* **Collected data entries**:
[Start of section]

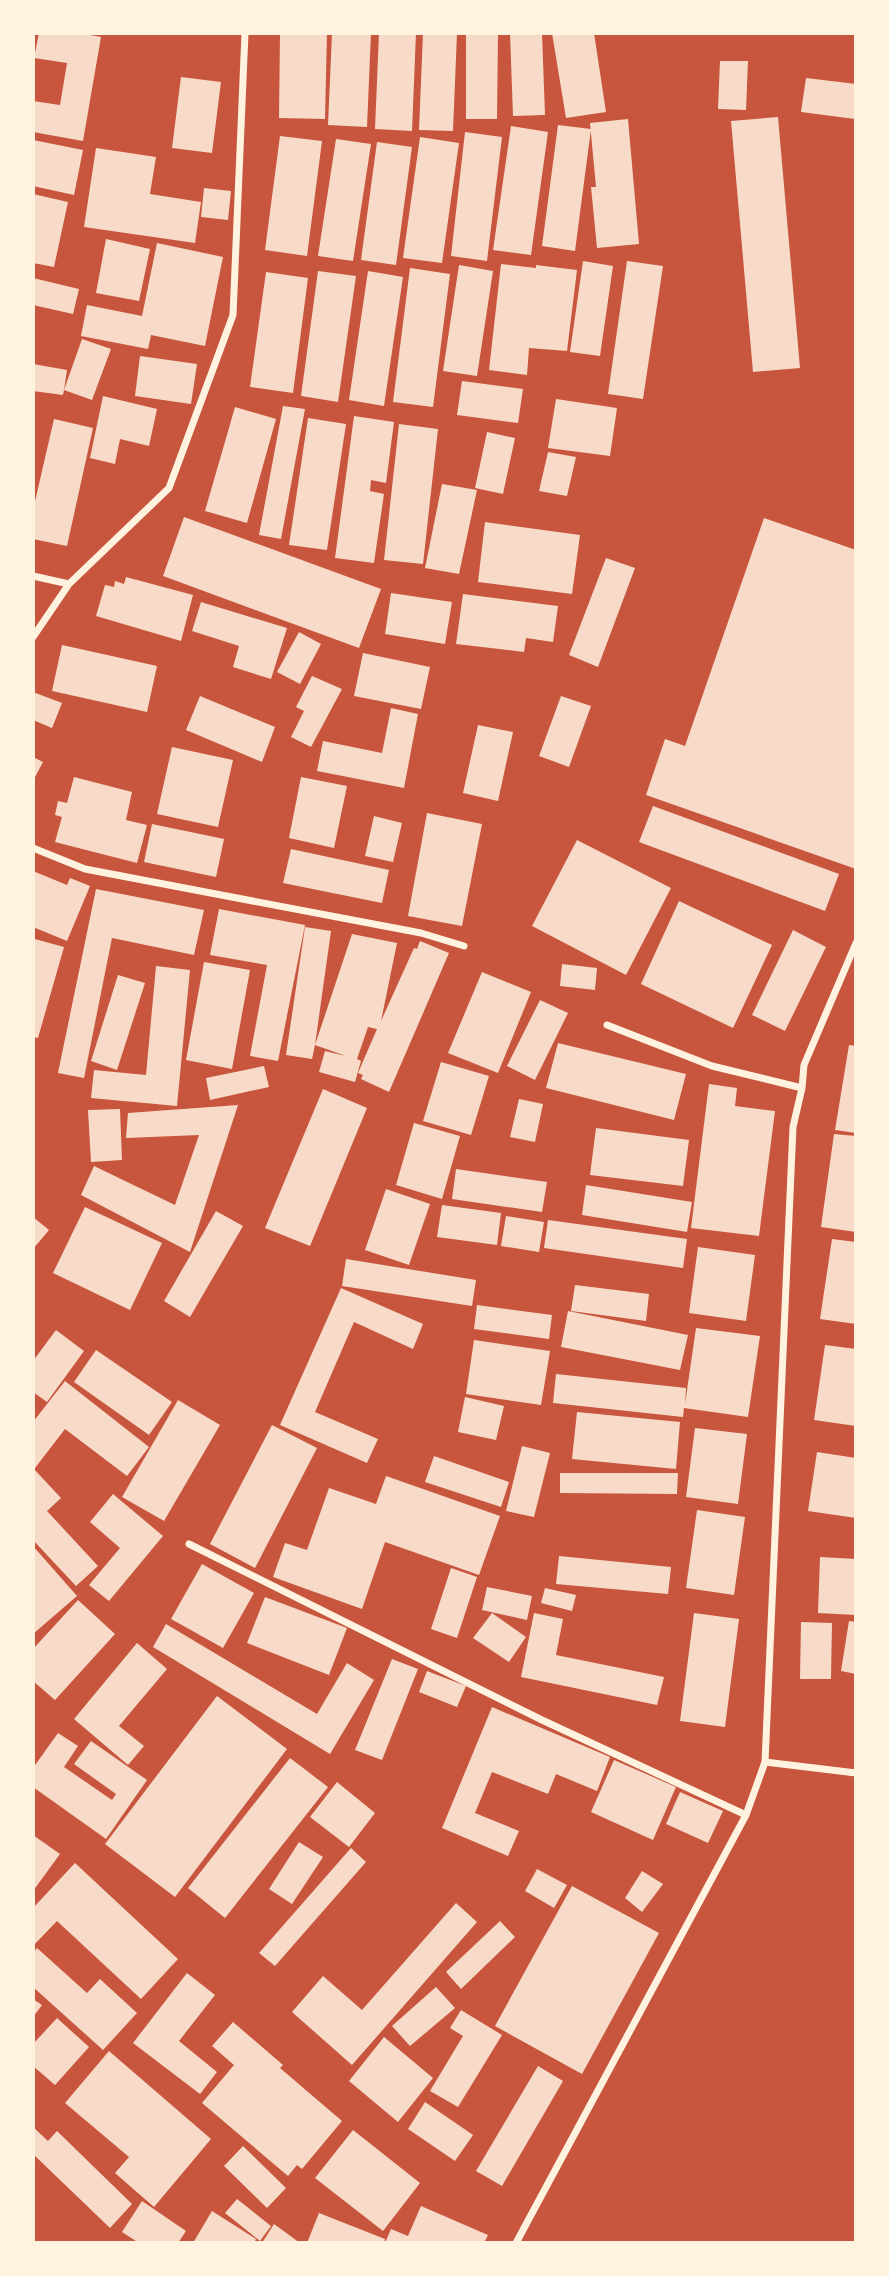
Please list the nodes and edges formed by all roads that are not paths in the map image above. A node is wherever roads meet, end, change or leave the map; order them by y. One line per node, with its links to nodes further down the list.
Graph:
1 (245, 33): 3 (street)
2 (33, 576): 3 (street)
3 (69, 584): 4 (street)
4 (33, 637)
5 (33, 848): 7 (street)
6 (856, 943): 9 (street)
7 (464, 946)
8 (607, 1024): 9 (street)
9 (802, 1088): 11 (street)
10 (190, 1544): 13 (street)
11 (765, 1762): 12 (street); 13 (street)
12 (856, 1773)
13 (746, 1815): 14 (street)
14 (516, 2243)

[End of section]

* **YOUR OBJECTIVE**: Apart from the pictures, every line of the data above should be given again exactly.

* **RESULT OF THE EXERCISE**:
Please list the nodes and edges formed by all roads that are not paths in the map image above. A node is wherever roads meet, end, change or leave the map; order them by y. One line per node, with its links to nodes further down the list.
Graph:
1 (245, 33): 3 (street)
2 (33, 576): 3 (street)
3 (69, 584): 4 (street)
4 (33, 637)
5 (33, 848): 7 (street)
6 (856, 943): 9 (street)
7 (464, 946)
8 (607, 1024): 9 (street)
9 (802, 1088): 11 (street)
10 (190, 1544): 13 (street)
11 (765, 1762): 12 (street); 13 (street)
12 (856, 1773)
13 (746, 1815): 14 (street)
14 (516, 2243)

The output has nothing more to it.